# ASSIGNMENT
What is needed is an exact copy of every line in the listing.

# DATASET EXTRACT
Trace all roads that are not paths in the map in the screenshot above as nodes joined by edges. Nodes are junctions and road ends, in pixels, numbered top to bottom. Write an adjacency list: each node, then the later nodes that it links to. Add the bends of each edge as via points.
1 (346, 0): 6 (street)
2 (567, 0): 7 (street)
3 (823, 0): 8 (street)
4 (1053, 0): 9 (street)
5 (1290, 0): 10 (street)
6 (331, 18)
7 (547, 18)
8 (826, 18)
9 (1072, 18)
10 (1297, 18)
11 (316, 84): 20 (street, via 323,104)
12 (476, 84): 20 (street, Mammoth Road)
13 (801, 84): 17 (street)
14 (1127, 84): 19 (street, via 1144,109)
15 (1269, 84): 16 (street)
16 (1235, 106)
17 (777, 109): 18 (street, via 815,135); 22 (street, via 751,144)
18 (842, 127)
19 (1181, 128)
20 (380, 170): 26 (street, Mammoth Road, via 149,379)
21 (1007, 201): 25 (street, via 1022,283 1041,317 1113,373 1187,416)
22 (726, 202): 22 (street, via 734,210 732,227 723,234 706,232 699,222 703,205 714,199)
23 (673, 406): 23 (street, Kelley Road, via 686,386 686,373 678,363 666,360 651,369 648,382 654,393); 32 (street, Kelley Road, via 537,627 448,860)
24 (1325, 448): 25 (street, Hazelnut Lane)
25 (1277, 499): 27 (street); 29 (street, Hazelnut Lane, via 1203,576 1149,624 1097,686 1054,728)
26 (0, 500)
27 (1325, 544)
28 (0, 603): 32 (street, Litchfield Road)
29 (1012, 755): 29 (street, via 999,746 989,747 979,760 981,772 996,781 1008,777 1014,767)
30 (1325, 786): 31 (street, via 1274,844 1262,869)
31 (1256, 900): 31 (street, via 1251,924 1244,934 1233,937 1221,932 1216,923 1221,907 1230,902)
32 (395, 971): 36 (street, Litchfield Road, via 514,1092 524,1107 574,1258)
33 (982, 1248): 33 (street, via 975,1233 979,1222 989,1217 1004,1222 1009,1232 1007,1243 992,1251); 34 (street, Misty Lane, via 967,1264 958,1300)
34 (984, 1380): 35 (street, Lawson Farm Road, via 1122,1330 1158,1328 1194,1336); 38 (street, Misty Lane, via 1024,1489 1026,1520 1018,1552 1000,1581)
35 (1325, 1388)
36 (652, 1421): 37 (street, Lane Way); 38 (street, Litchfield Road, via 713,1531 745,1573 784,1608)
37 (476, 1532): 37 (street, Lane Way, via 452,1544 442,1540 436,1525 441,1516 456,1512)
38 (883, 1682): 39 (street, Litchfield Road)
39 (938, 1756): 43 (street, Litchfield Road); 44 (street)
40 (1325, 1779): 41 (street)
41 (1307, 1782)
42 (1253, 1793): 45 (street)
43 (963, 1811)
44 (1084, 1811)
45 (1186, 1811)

# WORKED SOLUTION
Trace all roads that are not paths in the map in the screenshot above as nodes joined by edges. Nodes are junctions and road ends, in pixels, numbered top to bottom. Write an adjacency list: each node, then the later nodes that it links to. Add the bends of each edge as via points.
1 (346, 0): 6 (street)
2 (567, 0): 7 (street)
3 (823, 0): 8 (street)
4 (1053, 0): 9 (street)
5 (1290, 0): 10 (street)
6 (331, 18)
7 (547, 18)
8 (826, 18)
9 (1072, 18)
10 (1297, 18)
11 (316, 84): 20 (street, via 323,104)
12 (476, 84): 20 (street, Mammoth Road)
13 (801, 84): 17 (street)
14 (1127, 84): 19 (street, via 1144,109)
15 (1269, 84): 16 (street)
16 (1235, 106)
17 (777, 109): 18 (street, via 815,135); 22 (street, via 751,144)
18 (842, 127)
19 (1181, 128)
20 (380, 170): 26 (street, Mammoth Road, via 149,379)
21 (1007, 201): 25 (street, via 1022,283 1041,317 1113,373 1187,416)
22 (726, 202): 22 (street, via 734,210 732,227 723,234 706,232 699,222 703,205 714,199)
23 (673, 406): 23 (street, Kelley Road, via 686,386 686,373 678,363 666,360 651,369 648,382 654,393); 32 (street, Kelley Road, via 537,627 448,860)
24 (1325, 448): 25 (street, Hazelnut Lane)
25 (1277, 499): 27 (street); 29 (street, Hazelnut Lane, via 1203,576 1149,624 1097,686 1054,728)
26 (0, 500)
27 (1325, 544)
28 (0, 603): 32 (street, Litchfield Road)
29 (1012, 755): 29 (street, via 999,746 989,747 979,760 981,772 996,781 1008,777 1014,767)
30 (1325, 786): 31 (street, via 1274,844 1262,869)
31 (1256, 900): 31 (street, via 1251,924 1244,934 1233,937 1221,932 1216,923 1221,907 1230,902)
32 (395, 971): 36 (street, Litchfield Road, via 514,1092 524,1107 574,1258)
33 (982, 1248): 33 (street, via 975,1233 979,1222 989,1217 1004,1222 1009,1232 1007,1243 992,1251); 34 (street, Misty Lane, via 967,1264 958,1300)
34 (984, 1380): 35 (street, Lawson Farm Road, via 1122,1330 1158,1328 1194,1336); 38 (street, Misty Lane, via 1024,1489 1026,1520 1018,1552 1000,1581)
35 (1325, 1388)
36 (652, 1421): 37 (street, Lane Way); 38 (street, Litchfield Road, via 713,1531 745,1573 784,1608)
37 (476, 1532): 37 (street, Lane Way, via 452,1544 442,1540 436,1525 441,1516 456,1512)
38 (883, 1682): 39 (street, Litchfield Road)
39 (938, 1756): 43 (street, Litchfield Road); 44 (street)
40 (1325, 1779): 41 (street)
41 (1307, 1782)
42 (1253, 1793): 45 (street)
43 (963, 1811)
44 (1084, 1811)
45 (1186, 1811)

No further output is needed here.